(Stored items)
▬▬▬

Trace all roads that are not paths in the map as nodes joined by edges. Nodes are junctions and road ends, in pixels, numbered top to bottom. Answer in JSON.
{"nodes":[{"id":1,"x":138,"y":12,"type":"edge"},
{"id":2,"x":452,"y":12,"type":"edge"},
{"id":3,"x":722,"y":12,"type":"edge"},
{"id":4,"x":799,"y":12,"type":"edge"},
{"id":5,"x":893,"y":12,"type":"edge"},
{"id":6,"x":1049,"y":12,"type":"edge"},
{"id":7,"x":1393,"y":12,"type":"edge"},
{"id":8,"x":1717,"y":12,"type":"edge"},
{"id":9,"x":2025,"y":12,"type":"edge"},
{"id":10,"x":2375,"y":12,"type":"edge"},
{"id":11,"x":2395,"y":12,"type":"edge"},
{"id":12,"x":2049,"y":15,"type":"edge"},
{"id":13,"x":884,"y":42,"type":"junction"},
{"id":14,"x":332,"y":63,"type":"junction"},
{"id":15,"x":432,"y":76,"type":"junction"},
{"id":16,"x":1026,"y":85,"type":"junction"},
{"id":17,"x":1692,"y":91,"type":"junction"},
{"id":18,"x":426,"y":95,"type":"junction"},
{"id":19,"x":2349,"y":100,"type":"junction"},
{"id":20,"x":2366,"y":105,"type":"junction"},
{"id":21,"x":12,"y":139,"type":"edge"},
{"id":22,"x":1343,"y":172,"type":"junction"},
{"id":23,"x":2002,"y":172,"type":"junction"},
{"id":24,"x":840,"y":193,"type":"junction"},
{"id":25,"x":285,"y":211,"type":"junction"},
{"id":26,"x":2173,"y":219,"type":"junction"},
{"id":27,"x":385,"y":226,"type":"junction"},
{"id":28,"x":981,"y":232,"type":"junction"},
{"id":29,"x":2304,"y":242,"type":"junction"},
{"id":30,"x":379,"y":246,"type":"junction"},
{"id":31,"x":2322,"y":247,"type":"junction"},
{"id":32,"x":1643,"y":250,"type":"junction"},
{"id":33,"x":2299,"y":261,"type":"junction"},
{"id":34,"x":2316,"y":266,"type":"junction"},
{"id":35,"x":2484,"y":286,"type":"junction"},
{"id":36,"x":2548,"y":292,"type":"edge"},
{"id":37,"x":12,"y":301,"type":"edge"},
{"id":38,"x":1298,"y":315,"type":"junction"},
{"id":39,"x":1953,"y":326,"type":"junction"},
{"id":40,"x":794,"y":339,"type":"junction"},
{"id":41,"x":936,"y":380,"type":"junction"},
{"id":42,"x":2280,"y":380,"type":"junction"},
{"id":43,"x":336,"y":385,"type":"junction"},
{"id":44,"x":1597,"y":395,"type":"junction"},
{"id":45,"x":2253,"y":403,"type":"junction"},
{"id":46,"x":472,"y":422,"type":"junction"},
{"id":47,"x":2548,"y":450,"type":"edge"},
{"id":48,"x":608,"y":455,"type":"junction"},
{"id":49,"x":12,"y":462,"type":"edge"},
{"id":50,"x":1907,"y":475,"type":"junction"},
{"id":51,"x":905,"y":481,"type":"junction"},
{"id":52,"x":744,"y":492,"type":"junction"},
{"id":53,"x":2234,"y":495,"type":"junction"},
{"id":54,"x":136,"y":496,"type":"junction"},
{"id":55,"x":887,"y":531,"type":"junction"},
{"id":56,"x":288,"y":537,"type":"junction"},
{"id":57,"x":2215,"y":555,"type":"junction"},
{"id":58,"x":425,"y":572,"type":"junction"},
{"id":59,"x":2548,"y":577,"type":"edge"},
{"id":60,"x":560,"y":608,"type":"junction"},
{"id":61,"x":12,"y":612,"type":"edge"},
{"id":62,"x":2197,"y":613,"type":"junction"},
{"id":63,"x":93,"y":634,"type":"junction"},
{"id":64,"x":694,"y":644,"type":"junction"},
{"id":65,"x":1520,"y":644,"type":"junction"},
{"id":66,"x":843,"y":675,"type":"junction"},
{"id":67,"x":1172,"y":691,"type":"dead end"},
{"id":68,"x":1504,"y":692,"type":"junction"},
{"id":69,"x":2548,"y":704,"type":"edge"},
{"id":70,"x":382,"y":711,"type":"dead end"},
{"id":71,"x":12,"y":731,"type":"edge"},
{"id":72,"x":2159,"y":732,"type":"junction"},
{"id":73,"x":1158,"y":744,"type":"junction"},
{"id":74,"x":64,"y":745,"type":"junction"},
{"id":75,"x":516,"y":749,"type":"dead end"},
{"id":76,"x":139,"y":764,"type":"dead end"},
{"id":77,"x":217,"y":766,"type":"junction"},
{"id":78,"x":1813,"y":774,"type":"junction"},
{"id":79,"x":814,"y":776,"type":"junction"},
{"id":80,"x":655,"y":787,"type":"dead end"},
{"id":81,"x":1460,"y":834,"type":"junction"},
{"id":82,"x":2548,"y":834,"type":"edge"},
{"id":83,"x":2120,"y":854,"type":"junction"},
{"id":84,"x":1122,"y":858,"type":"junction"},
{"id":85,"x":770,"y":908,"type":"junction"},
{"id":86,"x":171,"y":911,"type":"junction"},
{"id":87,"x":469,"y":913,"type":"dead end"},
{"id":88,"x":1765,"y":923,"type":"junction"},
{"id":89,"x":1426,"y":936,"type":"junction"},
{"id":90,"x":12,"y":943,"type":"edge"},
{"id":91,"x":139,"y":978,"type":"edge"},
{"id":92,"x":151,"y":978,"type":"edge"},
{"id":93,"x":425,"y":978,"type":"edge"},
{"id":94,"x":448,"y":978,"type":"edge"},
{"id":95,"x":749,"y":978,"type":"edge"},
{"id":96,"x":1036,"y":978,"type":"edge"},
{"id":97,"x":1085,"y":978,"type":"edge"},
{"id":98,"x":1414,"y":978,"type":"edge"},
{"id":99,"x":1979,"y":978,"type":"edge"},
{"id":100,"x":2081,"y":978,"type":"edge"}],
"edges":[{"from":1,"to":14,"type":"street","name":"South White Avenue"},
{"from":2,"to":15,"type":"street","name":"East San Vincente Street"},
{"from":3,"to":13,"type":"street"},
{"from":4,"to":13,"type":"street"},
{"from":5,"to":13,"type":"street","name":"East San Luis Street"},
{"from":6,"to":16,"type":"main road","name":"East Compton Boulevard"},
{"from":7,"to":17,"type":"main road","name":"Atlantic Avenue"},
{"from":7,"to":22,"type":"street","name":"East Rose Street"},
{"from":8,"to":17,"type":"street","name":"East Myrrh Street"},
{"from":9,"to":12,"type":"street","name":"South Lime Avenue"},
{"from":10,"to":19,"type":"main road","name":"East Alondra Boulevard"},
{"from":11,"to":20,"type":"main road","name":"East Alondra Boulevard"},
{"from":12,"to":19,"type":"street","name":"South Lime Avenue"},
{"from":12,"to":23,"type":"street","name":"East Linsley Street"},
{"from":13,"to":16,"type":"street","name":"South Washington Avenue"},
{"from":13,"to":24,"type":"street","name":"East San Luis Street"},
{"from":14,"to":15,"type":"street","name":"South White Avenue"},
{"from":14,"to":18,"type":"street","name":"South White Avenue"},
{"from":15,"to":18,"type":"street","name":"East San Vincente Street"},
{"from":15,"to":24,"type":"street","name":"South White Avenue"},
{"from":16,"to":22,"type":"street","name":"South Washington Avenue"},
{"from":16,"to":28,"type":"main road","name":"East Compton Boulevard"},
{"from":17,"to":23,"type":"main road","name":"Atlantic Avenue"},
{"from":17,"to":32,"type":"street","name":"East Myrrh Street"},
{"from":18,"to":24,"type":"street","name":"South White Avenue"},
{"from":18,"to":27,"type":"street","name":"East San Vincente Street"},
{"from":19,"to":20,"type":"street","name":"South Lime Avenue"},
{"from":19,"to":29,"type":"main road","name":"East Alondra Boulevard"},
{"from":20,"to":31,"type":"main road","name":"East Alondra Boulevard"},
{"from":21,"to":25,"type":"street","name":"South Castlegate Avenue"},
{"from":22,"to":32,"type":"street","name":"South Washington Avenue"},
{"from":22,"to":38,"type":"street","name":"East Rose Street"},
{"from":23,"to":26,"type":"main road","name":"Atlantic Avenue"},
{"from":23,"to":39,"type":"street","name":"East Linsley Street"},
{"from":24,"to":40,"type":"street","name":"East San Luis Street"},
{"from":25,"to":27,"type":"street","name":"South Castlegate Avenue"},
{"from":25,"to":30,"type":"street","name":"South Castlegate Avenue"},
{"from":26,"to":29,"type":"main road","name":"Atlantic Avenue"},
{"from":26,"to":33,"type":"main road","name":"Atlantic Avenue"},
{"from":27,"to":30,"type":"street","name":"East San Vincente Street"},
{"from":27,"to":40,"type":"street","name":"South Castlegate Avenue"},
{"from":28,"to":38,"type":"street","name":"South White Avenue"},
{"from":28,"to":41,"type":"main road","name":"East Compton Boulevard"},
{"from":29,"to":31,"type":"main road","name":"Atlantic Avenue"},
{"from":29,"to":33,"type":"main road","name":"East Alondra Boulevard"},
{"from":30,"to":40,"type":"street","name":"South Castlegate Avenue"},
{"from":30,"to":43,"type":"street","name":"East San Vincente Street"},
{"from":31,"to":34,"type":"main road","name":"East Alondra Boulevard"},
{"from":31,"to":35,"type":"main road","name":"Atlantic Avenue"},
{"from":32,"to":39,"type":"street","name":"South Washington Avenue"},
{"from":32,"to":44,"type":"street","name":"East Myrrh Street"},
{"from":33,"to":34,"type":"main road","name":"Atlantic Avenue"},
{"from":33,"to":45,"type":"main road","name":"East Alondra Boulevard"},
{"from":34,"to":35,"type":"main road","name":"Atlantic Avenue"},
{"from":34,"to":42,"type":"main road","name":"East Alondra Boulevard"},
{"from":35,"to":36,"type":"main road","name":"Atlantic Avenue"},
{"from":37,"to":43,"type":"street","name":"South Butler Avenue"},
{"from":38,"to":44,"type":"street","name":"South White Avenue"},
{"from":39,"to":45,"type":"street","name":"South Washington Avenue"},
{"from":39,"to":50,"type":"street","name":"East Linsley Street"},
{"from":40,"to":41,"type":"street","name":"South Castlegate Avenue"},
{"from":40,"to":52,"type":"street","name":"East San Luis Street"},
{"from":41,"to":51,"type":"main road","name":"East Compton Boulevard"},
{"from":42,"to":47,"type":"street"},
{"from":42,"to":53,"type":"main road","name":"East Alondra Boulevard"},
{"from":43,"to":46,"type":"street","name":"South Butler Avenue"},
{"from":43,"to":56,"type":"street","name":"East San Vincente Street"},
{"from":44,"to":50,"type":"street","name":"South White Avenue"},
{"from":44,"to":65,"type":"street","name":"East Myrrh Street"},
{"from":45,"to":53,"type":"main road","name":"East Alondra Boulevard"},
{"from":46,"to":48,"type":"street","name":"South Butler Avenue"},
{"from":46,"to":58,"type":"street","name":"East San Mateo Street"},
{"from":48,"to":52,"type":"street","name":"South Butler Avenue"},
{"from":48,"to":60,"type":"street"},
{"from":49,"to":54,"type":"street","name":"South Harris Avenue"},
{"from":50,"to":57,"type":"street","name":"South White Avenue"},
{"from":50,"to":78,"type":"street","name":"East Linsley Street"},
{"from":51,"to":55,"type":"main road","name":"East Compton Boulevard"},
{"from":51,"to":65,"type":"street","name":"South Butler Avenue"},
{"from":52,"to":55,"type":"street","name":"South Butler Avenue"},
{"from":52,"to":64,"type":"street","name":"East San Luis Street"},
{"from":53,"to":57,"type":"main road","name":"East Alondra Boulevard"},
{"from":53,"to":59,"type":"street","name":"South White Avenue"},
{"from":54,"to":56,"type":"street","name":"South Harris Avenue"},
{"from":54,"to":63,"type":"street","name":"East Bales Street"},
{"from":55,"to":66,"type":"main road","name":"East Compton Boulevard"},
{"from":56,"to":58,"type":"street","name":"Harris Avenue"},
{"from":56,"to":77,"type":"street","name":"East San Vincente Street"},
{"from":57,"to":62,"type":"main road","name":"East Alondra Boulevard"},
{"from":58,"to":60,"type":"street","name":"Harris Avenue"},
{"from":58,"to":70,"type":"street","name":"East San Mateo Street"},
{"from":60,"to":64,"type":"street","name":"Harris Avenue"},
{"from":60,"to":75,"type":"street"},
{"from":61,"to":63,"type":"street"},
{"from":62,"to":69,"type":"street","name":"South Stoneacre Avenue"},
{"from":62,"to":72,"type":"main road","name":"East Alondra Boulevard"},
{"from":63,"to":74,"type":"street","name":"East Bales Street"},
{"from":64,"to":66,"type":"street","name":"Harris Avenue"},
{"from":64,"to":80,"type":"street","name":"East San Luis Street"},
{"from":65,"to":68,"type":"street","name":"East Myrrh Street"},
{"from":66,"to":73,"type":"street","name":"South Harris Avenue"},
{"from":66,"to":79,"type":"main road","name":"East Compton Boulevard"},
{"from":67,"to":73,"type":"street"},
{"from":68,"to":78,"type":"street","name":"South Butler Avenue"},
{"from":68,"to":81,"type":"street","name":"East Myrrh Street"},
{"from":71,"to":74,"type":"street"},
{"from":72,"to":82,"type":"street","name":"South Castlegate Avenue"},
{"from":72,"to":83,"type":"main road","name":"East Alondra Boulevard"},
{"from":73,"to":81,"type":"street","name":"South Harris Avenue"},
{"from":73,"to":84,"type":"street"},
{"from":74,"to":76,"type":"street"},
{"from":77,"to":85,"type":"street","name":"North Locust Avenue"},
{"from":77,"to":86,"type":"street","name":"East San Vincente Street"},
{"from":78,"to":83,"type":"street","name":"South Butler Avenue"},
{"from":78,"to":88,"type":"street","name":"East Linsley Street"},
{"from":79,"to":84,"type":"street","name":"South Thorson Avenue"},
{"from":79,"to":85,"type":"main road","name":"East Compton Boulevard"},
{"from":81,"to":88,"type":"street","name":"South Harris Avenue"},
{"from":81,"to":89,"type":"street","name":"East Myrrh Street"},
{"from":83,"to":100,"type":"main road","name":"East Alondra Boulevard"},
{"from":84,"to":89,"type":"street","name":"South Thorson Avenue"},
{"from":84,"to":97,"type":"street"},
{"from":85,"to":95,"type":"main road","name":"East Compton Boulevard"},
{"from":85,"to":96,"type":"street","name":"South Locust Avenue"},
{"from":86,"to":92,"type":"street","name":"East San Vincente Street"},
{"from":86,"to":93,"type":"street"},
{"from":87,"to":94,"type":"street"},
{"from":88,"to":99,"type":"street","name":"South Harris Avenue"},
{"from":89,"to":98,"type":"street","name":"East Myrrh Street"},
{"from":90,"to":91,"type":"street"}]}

▬▬▬

What you have to do
The word "Washington" may appear in lines of the entries. State how many lines hold it, as a number alone.

Reply
5